Secondo Cass., 30 maggio 2005, n. 11458, poi, «Nella ipotesi di trasferimento di immobili in adempimento di obbligazioni assunte in sede di separazione personale dei coniugi, l’art. 19 della legge 6 marzo 1987, n. 74 (norma speciale rispetto a quella di cui all’art. 26 del d.P.R. 26 aprile 1986, n. 131), alla luce delle sentenze della Corte costituzionale 10 maggio 1999, n. 154 e 15 aprile 1992, n. 176, deve essere interpretato nel senso che l’esenzione “dall’imposta di bollo, di registro e da ogni altra tassa” di “tutti gli atti, i documenti ed i provvedimenti relativi al procedimento di scioglimento del matrimonio o di cessazione degli effetti civili del matrimonio” si estende “a tutti gli atti, i documenti ed i provvedimenti relativi al procedimento di separazione personale dei coniugi”, in modo da garantire l’adempimento delle obbligazioni che i coniugi separati hanno assunto per conferire un nuovo assetto ai loro interessi economici, anche con atti i cui effetti siano favorevoli ai figli. (Nella specie, la S.C. ha ritenuto applicabile, in una fattispecie riguardante il trasferimento gratuito da parte del padre separato alle figlie della propria quota di proprietà della casa di abitazione, in ottemperanza ad un’obbligazione assunta in sede di separazione consensuale, non la normativa generale sugli atti di trasferimento di beni immobili tra coniugi o tra parenti in linea retta, ma la normativa speciale sugli atti esecutivi di atti di separazione personale tra coniugi)» [48].

Sempre restando in tema di possibili soggetti dei trasferimenti, non è neppure da escludersi che se, seguendo l’indirizzo che pare oggi profilarsi come prevalente, si ammette la possibilità di estendere l’usuale contenuto degli accordi di separazione e divorzio anche ad accordi non direttamente rivolti a regolare gli aspetti più tipici della «vita da separati» o «da divorziati», purché ascrivibili alla categoria delle «condizioni della separazione», si possa arrivare ad ipotizzare, ad esempio, un trasferimento di alcuni beni mobili attuato in via transattiva da parte di un coniuge a favore dei creditori dell’altro, magari in cambio di una reciproca concessione da parte del coniuge debitore all’autore del trasferimento.

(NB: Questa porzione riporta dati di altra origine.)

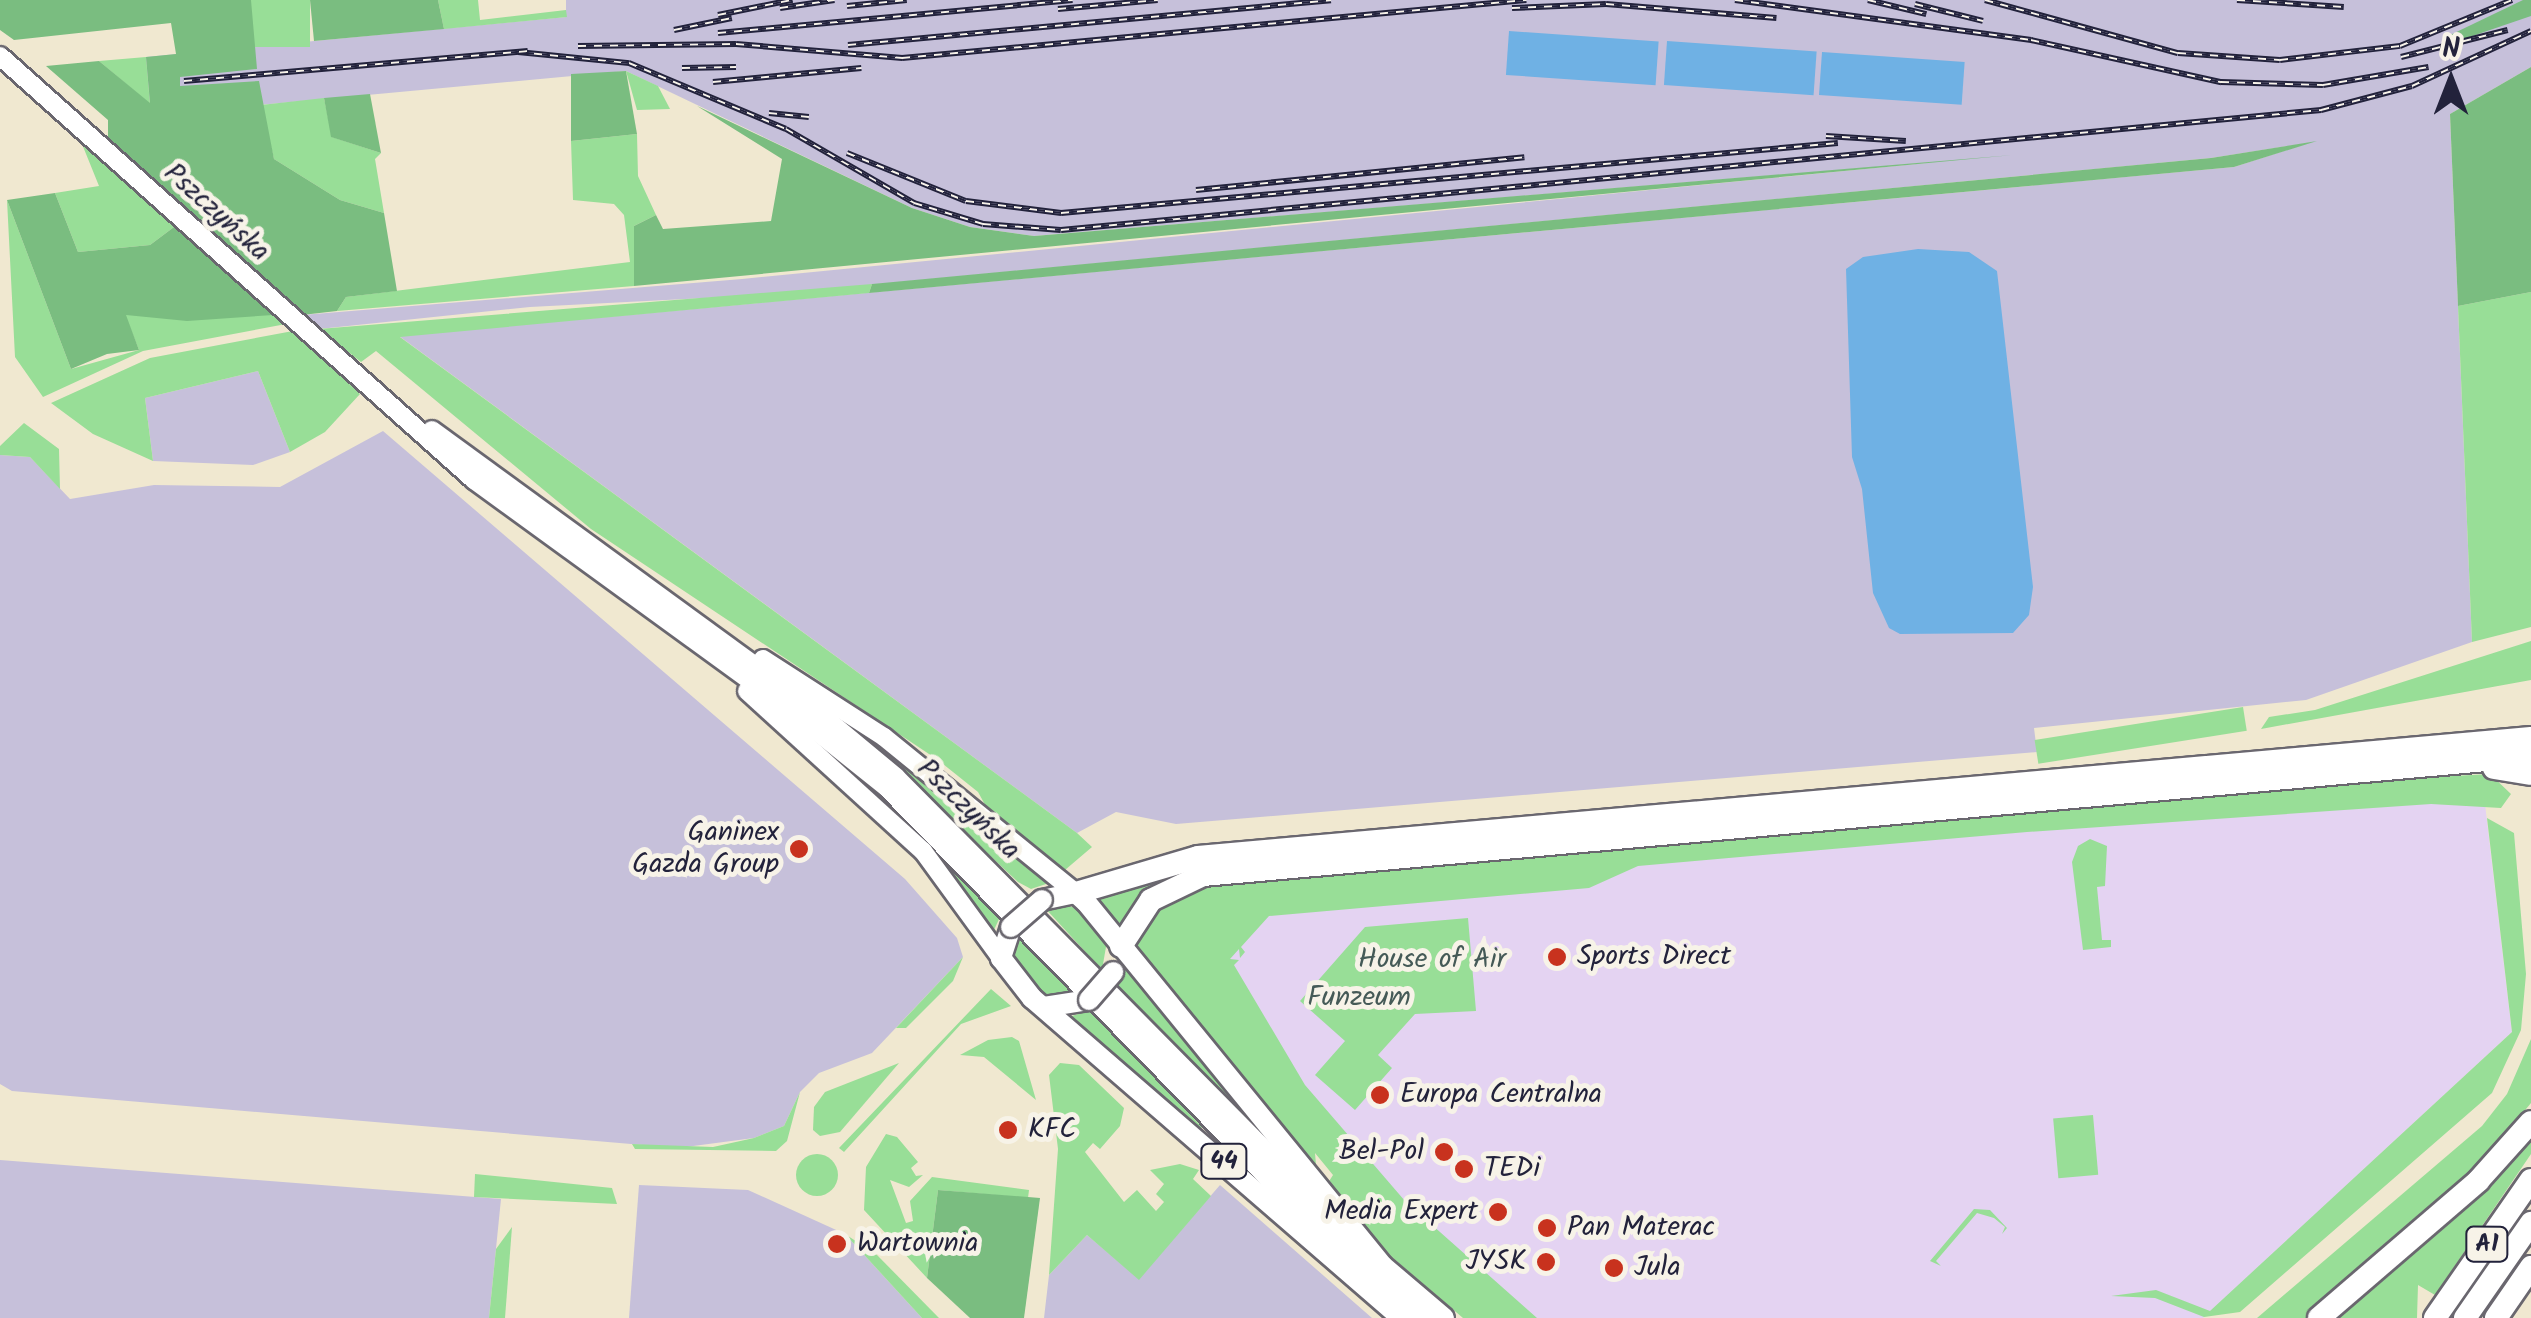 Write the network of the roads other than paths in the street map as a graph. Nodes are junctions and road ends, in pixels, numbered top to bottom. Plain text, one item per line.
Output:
1 (0, 56) edge
2 (395, 407) junction
3 (668, 603) junction
4 (698, 646) junction
5 (2531, 726) edge
6 (2531, 738) edge
7 (2453, 754) junction
8 (2531, 756) edge
9 (2531, 774) edge
10 (1076, 893) junction
11 (1121, 946) junction
12 (1001, 958) junction
13 (1044, 1007) junction
14 (2531, 1122) edge
15 (2531, 1180) edge
16 (2531, 1223) edge
17 (1383, 1266) junction
18 (2531, 1267) edge
19 (2438, 1313) edge
20 (2468, 1313) edge
21 (2497, 1316) edge
22 (1401, 1318) edge
23 (1423, 1318) edge
24 (1444, 1318) edge
25 (2320, 1318) edge

1 - 2 main road, Pszczyńska
2 - 3 main road, Pszczyńska
2 - 4 main road, Pszczyńska
3 - 10 main road
3 - 17 main road, Pszczyńska
4 - 12 main road
4 - 23 main road, Pszczyńska
5 - 7 highway
6 - 7 highway
7 - 8 highway
7 - 9 highway
7 - 10 highway
7 - 11 highway
10 - 11 main road
10 - 12 main road, bridge
11 - 13 main road, bridge
11 - 17 main road, 44
12 - 13 main road, 44
13 - 22 main road, 44
14 - 25 highway
15 - 19 highway, A1
16 - 20 highway, A1
17 - 24 main road, Pszczyńska / 44
18 - 21 highway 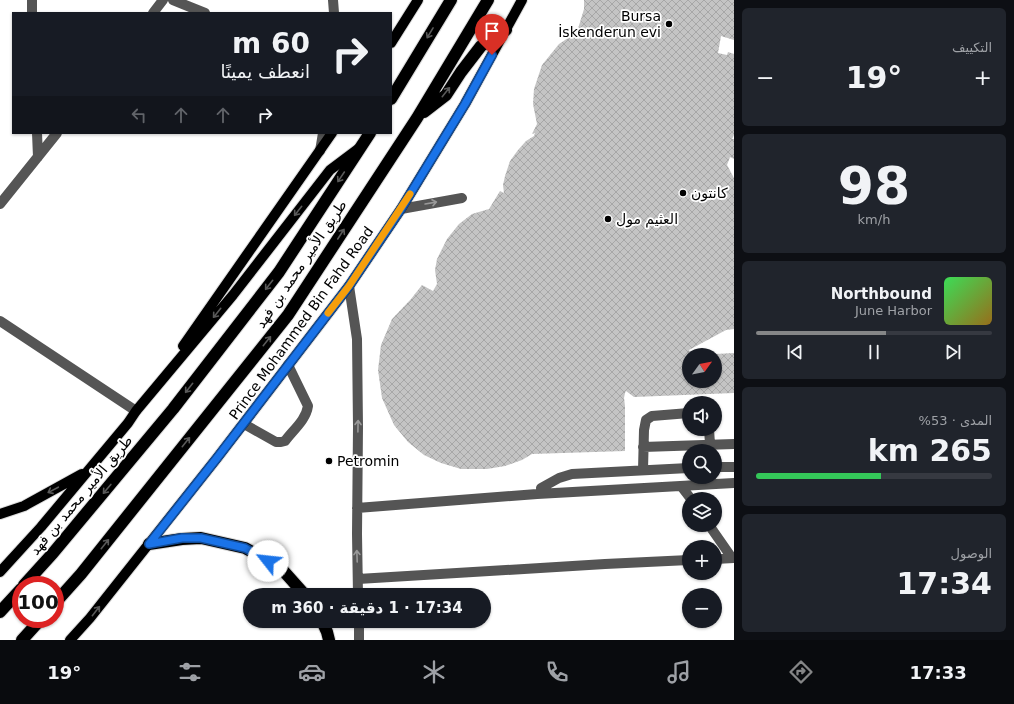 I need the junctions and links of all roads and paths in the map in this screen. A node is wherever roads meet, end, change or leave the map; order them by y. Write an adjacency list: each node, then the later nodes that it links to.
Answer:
1 (32, 0): 9 (street)
2 (163, 0): 10 (street)
3 (173, 0): 11 (street)
4 (333, 0): 12 (street)
5 (418, 0): 14 (main road)
6 (451, 0): 15 (highway, one-way to 15)
7 (488, 0): 16 (highway, طريق الأمير محمد بن فهد)
8 (522, 0): 13 (main road, Prince Mohammed Bin Fahd Road)
9 (32, 12)
10 (154, 12)
11 (203, 12)
12 (334, 12)
13 (506, 30): 16 (highway, one-way to 13); 27 (main road, Prince Mohammed Bin Fahd Road)
14 (392, 41)
15 (392, 97)
16 (417, 118): 61 (highway, طريق الأمير محمد بن فهد, one-way to 16)
17 (37, 134): 24 (street)
18 (56, 134): 24 (street)
19 (323, 134): 23 (street)
20 (331, 134): 23 (main road)
21 (369, 134): 22 (highway, طريق الأمير محمد بن فهد)
22 (364, 144): 31 (main road, one-way to 31); 57 (highway, طريق الأمير محمد بن فهد, one-way to 57)
23 (319, 152): 31 (main road)
24 (38, 157): 26 (street)
25 (462, 198): 27 (street, one-way to 25)
26 (0, 204)
27 (401, 209): 28 (main road, Prince Mohammed Bin Fahd Road)
28 (349, 286): 30 (main road, Prince Mohammed Bin Fahd Road); 49 (street, one-way to 28)
29 (0, 321): 31 (street)
30 (288, 365): 33 (main road, Prince Mohammed Bin Fahd Road); 33 (street)
31 (136, 411): 44 (main road)
32 (682, 414): 39 (street)
33 (244, 424): 52 (main road, Prince Mohammed Bin Fahd Road)
34 (709, 436): 35 (street)
35 (710, 444)
36 (722, 444): 37 (street)
37 (734, 444)
38 (682, 445): 39 (street)
39 (643, 447): 43 (street)
40 (722, 467): 41 (street)
41 (734, 467)
42 (682, 468): 43 (street)
43 (643, 470): 47 (street)
44 (87, 472): 50 (main road, one-way to 50); 56 (main road)
45 (734, 483): 46 (street)
46 (682, 486): 48 (street); 49 (street)
47 (541, 488)
48 (686, 492)
49 (357, 508): 58 (street, one-way to 49)
50 (0, 514)
51 (714, 532): 53 (street)
52 (149, 544): 59 (highway); 68 (main road, Prince Mohammed Bin Fahd Road, one-way to 52)
53 (733, 558): 54 (street)
54 (722, 559)
55 (682, 560): 58 (street)
56 (0, 572)
57 (32, 576)
58 (358, 578): 60 (street)
59 (299, 588)
60 (358, 588)
61 (64, 593)
62 (12, 599): 63 (highway)
63 (0, 612)
64 (33, 628): 67 (highway)
65 (326, 628): 69 (highway)
66 (359, 628): 70 (street)
67 (22, 640)
68 (70, 640)
69 (329, 640)
70 (359, 640)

        Per ciò che attiene, invece, all’oggetto dei trasferimenti andrà detto che rilevano, sotto questo profilo, non soltanto gli atti traslativi della proprietà o di altri diritti reali, ovvero di quote di comunione su tali diritti, relativi a qualsiasi tipo di beni (immobili, mobili registrati e non, universalità di mobili [49], titoli di credito, ecc.), ma anche quelli aventi ad oggetto la costituzione di iura in re aliena; negozi, questi ultimi, che la giurisprudenza tende a parificare agli atti traslativi. Potrà citarsi, proprio con riguardo alla costituzione di diritti reali minori, la vicenda relativa al problema dell’applicabilità agli atti costitutivi di servitù prediali delle disposizioni in tema di compravendita, risolta in senso affermativo dalla giurisprudenza [50]. Tra gli iura in re aliena che potranno essere costituiti attraverso un contratto della crisi coniugale andranno menzionati i diritti di usufrutto, uso abitazione, mentre non è neppure da escludersi, almeno in teoria, che anche altri diritti reali minori possano venire presi in considerazione nell’àmbito di un regolamento pattizio della crisi coniugale: si pensi ad un pegno o ad un’ipoteca concessi a garanzia dell’adempimento di obbligazioni assunte proprio in quella sede. Né infine potrà escludersi, quanto meno in astratto, che il trasferimento abbia ad oggetto situazioni non connotate dalla realità: si pensi, ad esempio, alla cessione di un credito.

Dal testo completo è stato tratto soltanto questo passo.